A medio camino entre la memoria y la crónica, Homenaje a Cataluña (1938) es un testimonio de la experiencia de George Orwell en el frente de guerra peleando contra las filas fascistas. Ahí se refiere a la literalidad con la que los españoles interpretaban “las gastadas frases de la revolución”, describe “los horrores de la política partidaria” y confiesa que “el aspecto político de la guerra (lo) aburría.” Orwell no deja de reflexionar sobre el lenguaje en medio de una guerra. Aunque aclare que luchaban contra la neumonía y no contra otros hombres, muestra la contradicción entre los agitadores discursivos y los que intervienen realmente en la lucha armada. Asegura que “consciente o inconscientemente, todos escribimos con parcialidad.”
Incluso muchos años después de haber matado a un elefante, la idea de mostrar, desde una fábula moderna como Animal Farm (1945), que el sistema socialista bajo la tutela de Stalin se había vuelto ignominioso y corrupto, inspira a Orwell. Se dice que cuando vio, en un campo inglés, a un niño desde un carro golpear con virulencia a un caballo, la analogía entre el proletariado y el caballo se hizo carne en él: “Si los animales se rebelaran…”
Aldous Huxley, en Brave New World (1932), imagina una sociedad en la que las “personas”, llamadas desde las letras del alfabeto griego, Alfas, Betas, Gammas, etc., según su lugar en la cadena de producción, son engendradas en tubos de ensayo y no pueden desarrollar ninguna identidad porque se ejerce sobre ellos una forma de dominio basado en el control cerebral, desde grabaciones que escuchan mientras duermen y en las que su identidad se manipula mediante repeticiones hipnóticas.

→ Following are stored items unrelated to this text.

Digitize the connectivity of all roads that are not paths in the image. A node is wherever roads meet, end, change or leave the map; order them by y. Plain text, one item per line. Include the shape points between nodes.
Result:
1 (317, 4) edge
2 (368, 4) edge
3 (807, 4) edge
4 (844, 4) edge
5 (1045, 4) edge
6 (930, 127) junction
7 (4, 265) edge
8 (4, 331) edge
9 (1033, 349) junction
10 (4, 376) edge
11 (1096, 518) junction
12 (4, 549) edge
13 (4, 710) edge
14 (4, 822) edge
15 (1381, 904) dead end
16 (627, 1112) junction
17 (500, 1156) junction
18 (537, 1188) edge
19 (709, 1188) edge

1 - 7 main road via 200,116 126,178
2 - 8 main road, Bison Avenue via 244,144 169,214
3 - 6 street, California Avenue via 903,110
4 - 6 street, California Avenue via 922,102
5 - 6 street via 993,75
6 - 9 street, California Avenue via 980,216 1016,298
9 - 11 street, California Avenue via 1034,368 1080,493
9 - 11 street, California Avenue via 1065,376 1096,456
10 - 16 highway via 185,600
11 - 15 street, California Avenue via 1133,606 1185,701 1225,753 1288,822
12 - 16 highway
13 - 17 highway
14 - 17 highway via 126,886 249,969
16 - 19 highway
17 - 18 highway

En la prolija pesadilla en la que se hunde Orwell en 1984, publicada en 1949, figura una predicción, entre otras. En el año 2050, una nueva tecnología volvería todavía más fácil el control del pensamiento: se trata de la neolengua (newspeak). Díscolos con triste final como el antihéroe Winston Smith no podrían sino someterse al control de este idioma gracias al cual no harían falta cárceles, ni drogas, ni siquiera torturas. La servidumbre obligatoria la daría el propio lenguaje. La neolengua tan temida por Orwell presenta la posibilidad de dominar y manipular las ideas de los hablantes restringiendo el uso del lenguaje. Según esto, el pensamiento depende de la sonoridad de la palabra. Orwell abre en su libro el dilema sobre la capacidad del lenguaje para modelar o no el pensamiento. Si el lenguaje fuera sólo un sistema puramente convencional de símbolos sonoros, esa parte de la convencionalidad haría sobresalir el carácter exclusivamente humano y no instintivo de comunicar ideas y emociones por medio de un sistema producido deliberadamente. Pero negar que se pueda pensar sin necesidad de palabras es pretender explicar un misterio.

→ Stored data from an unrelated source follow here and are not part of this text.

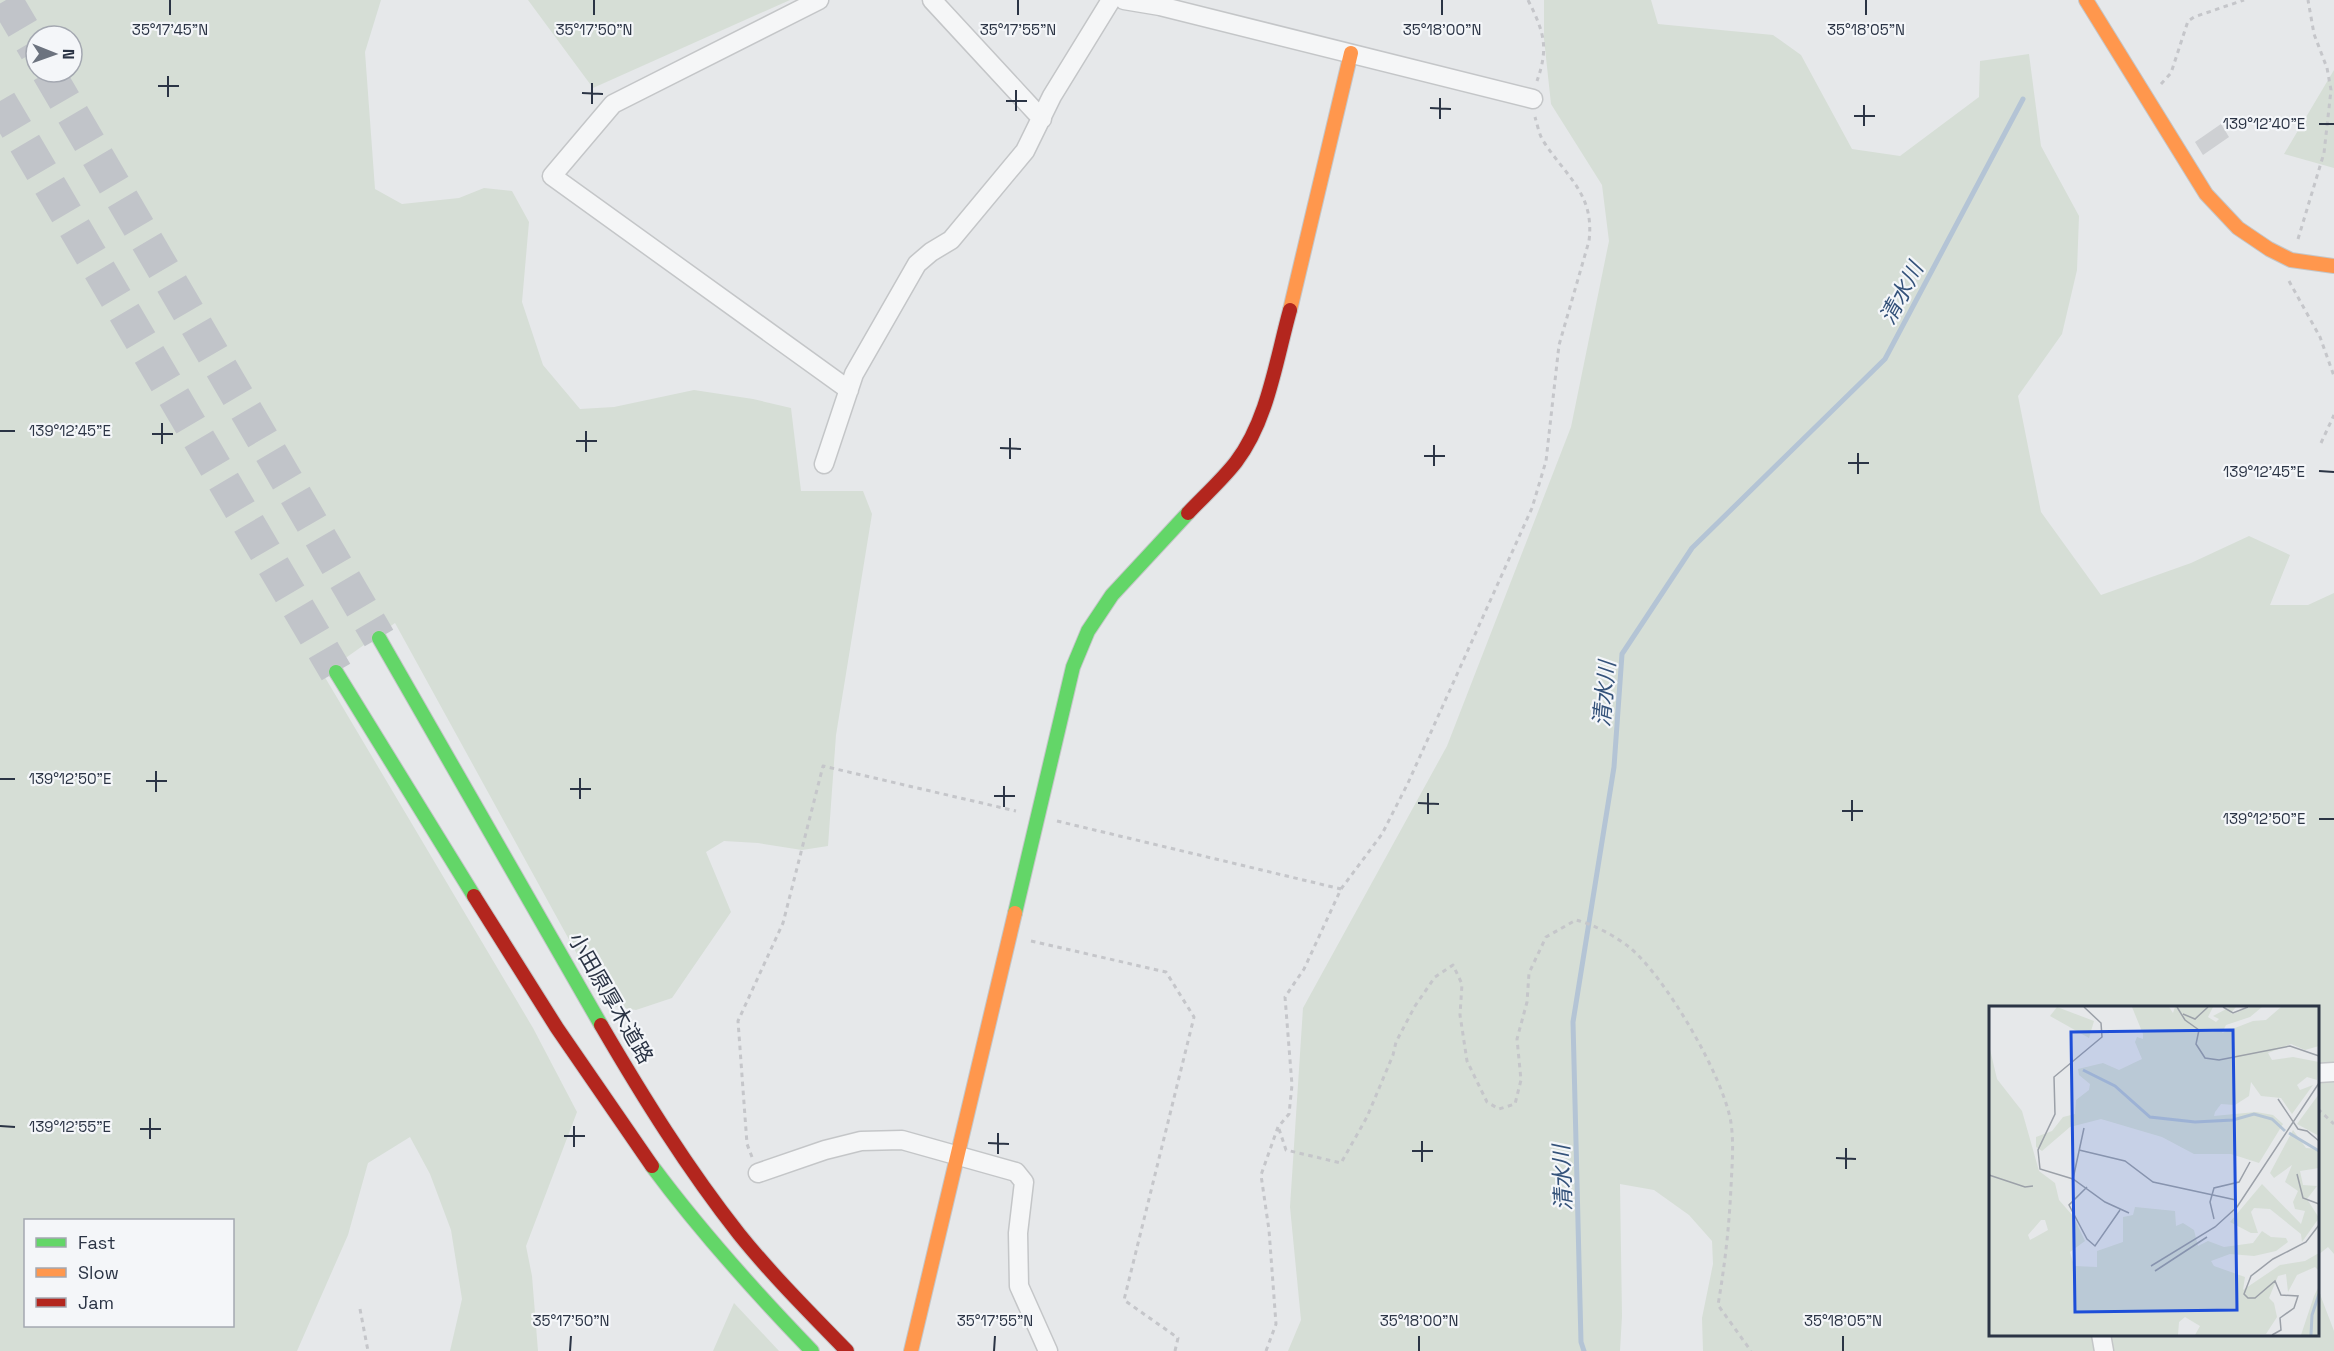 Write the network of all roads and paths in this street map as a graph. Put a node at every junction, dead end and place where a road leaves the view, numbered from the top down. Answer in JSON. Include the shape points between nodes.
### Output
{"nodes":[{"id":1,"x":819,"y":0,"type":"edge"},
{"id":2,"x":932,"y":0,"type":"edge"},
{"id":3,"x":1110,"y":0,"type":"edge"},
{"id":4,"x":1124,"y":0,"type":"edge"},
{"id":5,"x":1528,"y":0,"type":"edge"},
{"id":6,"x":2086,"y":0,"type":"edge"},
{"id":7,"x":2244,"y":0,"type":"edge"},
{"id":8,"x":2308,"y":0,"type":"edge"},
{"id":9,"x":1350,"y":53,"type":"junction"},
{"id":10,"x":2145,"y":98,"type":"junction"},
{"id":11,"x":1533,"y":99,"type":"junction"},
{"id":12,"x":1042,"y":119,"type":"junction"},
{"id":13,"x":2291,"y":260,"type":"junction"},
{"id":14,"x":2334,"y":266,"type":"edge"},
{"id":15,"x":2286,"y":278,"type":"dead end"},
{"id":16,"x":2334,"y":376,"type":"edge"},
{"id":17,"x":849,"y":390,"type":"junction"},
{"id":18,"x":2334,"y":415,"type":"edge"},
{"id":19,"x":2321,"y":443,"type":"dead end"},
{"id":20,"x":824,"y":464,"type":"dead end"},
{"id":21,"x":379,"y":638,"type":"tunnel mouth"},
{"id":22,"x":336,"y":672,"type":"tunnel mouth"},
{"id":23,"x":1038,"y":816,"type":"junction"},
{"id":24,"x":1341,"y":889,"type":"junction"},
{"id":25,"x":1009,"y":935,"type":"junction"},
{"id":26,"x":2334,"y":1072,"type":"edge"},
{"id":27,"x":2319,"y":1073,"type":"edge"},
{"id":28,"x":2319,"y":1109,"type":"edge"},
{"id":29,"x":2334,"y":1124,"type":"edge"},
{"id":30,"x":1278,"y":1127,"type":"junction"},
{"id":31,"x":958,"y":1155,"type":"junction"},
{"id":32,"x":758,"y":1173,"type":"joint"},
{"id":33,"x":360,"y":1309,"type":"dead end"},
{"id":34,"x":2101,"y":1336,"type":"edge"},
{"id":35,"x":368,"y":1351,"type":"edge"},
{"id":36,"x":812,"y":1351,"type":"edge"},
{"id":37,"x":847,"y":1351,"type":"edge"},
{"id":38,"x":911,"y":1351,"type":"edge"},
{"id":39,"x":1048,"y":1351,"type":"edge"},
{"id":40,"x":1175,"y":1351,"type":"edge"},
{"id":41,"x":1266,"y":1351,"type":"edge"},
{"id":42,"x":1751,"y":1351,"type":"edge"},
{"id":43,"x":2104,"y":1351,"type":"edge"}],
"edges":[{"from":1,"to":17,"type":"street","via":[[613,104],[552,176]]},
{"from":2,"to":12,"type":"street"},
{"from":3,"to":12,"type":"street"},
{"from":4,"to":9,"type":"street"},
{"from":5,"to":11,"type":"path","via":[[1544,39]]},
{"from":6,"to":10,"type":"main road"},
{"from":7,"to":10,"type":"path","via":[[2188,21],[2171,73]]},
{"from":8,"to":13,"type":"path","via":[[2331,90],[2329,122],[2324,153]]},
{"from":9,"to":11,"type":"street"},
{"from":9,"to":23,"type":"main road","via":[[1295,291],[1253,434],[1236,462],[1112,595],[1089,631],[1073,667]]},
{"from":10,"to":13,"type":"main road","via":[[2206,194],[2238,228]]},
{"from":11,"to":24,"type":"path","via":[[1541,138],[1587,205],[1590,228],[1559,345],[1546,461],[1532,508],[1408,783],[1382,834]]},
{"from":12,"to":17,"type":"street","via":[[1025,151],[951,240],[917,264],[854,374]]},
{"from":13,"to":14,"type":"main road"},
{"from":15,"to":16,"type":"path","via":[[2320,337]]},
{"from":17,"to":20,"type":"street"},
{"from":18,"to":19,"type":"path"},
{"from":21,"to":37,"type":"main road","name":"小田原厚木道路","via":[[647,1102],[739,1234]]},
{"from":22,"to":36,"type":"main road","via":[[545,1012],[626,1131],[718,1252]]},
{"from":23,"to":24,"type":"path"},
{"from":23,"to":25,"type":"main road"},
{"from":23,"to":32,"type":"path","via":[[823,766],[783,923],[738,1021],[747,1144]]},
{"from":24,"to":30,"type":"path","via":[[1304,969],[1285,996],[1292,1085],[1289,1114]]},
{"from":25,"to":31,"type":"main road"},
{"from":25,"to":40,"type":"path","via":[[1166,972],[1194,1017],[1124,1300],[1178,1338]]},
{"from":26,"to":27,"type":"street"},
{"from":28,"to":29,"type":"path"},
{"from":30,"to":41,"type":"path","via":[[1261,1175],[1276,1324]]},
{"from":30,"to":42,"type":"path","via":[[1286,1150],[1341,1163],[1367,1117],[1396,1041],[1415,1006],[1435,977],[1453,965],[1462,984],[1460,1015],[1467,1060],[1487,1102],[1499,1109],[1515,1104],[1521,1080],[1517,1039],[1527,1002],[1529,973],[1546,937],[1576,920],[1587,922],[1629,947],[1667,988],[1707,1058],[1725,1100],[1733,1145],[1728,1245],[1718,1305]]},
{"from":31,"to":32,"type":"street","via":[[902,1140],[861,1141]]},
{"from":31,"to":38,"type":"main road"},
{"from":31,"to":39,"type":"street","via":[[1016,1172],[1024,1182],[1018,1233],[1019,1286]]},
{"from":33,"to":35,"type":"path"},
{"from":34,"to":43,"type":"street"}]}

Hay estudiosos y lingüistas que piensan que los conceptos existen independientemente de su capacidad de ser nombrados. El debate no es novedoso. Ya Platón pretendía disuadirnos con que el pensamiento precede al lenguaje y las “ideas puras” existen por sí mismas. Quizás Orwell entre líneas sugiera que los conceptos de libertad o igualdad son concebibles e independientes de su capacidad de ser dichos. La idea de Orwell se basa en que las palabras determinan las ideas y, a su vez, la conciencia. Esto explicaría el instrumento retórico que usan los políticos, entre tantos otros sofistas contemporáneos, al recurrir a la ambigüedad, la generalización o los eufemismos para convocar a sus seguidores.
En el Apéndice de 1984, se lee que la “neolengua (…) fue creada para solucionar necesidades ideológicas del Ingsoc o Socialismo Inglés. (…) La intención de la neolengua no era solamente proveer un medio de expresión a la cosmovisión y hábitos mentales propios de los devotos del Ingsoc, sino también imposibilitar otras formas de pensamiento. Lo que se pretendía era que la neolengua fuera adaptada de una vez por todas y la vieja lengua olvidada, cualquier pensamiento herético, es decir, un pensamiento divergente de los principios del Ingsc, fuera literalmente impensable, o por lo menos en tanto que el pensamiento depende de las palabras.”
Otra obra, como 1984, con matices de ciencia ficción y distopía, es la película Alphaville (1965) de Jean-Luc Godard. La película dialoga con el libro de Orwell y con el de Huxley. En esa ciudad totalitaria y sin aura, a los diccionarios se los llama biblias, y no figuran las palabras amor, llorar o porqué. La libertad no existe en esa sociedad del futuro, así como no existe la palabra libre en la neolengua de 1984: “pero –la cita es del Apéndice del libro de Orwell– sólo se podía usar en afirmaciones como «este perro está libre de piojo», o «este prado está libre de malas hierbas». No se podía usar en su viejo sentido de «políticamente libre» o «intelectualmente libre», dado que la libertad política e intelectual ya no existían como conceptos y por lo tanto necesariamente no tenían nombre.”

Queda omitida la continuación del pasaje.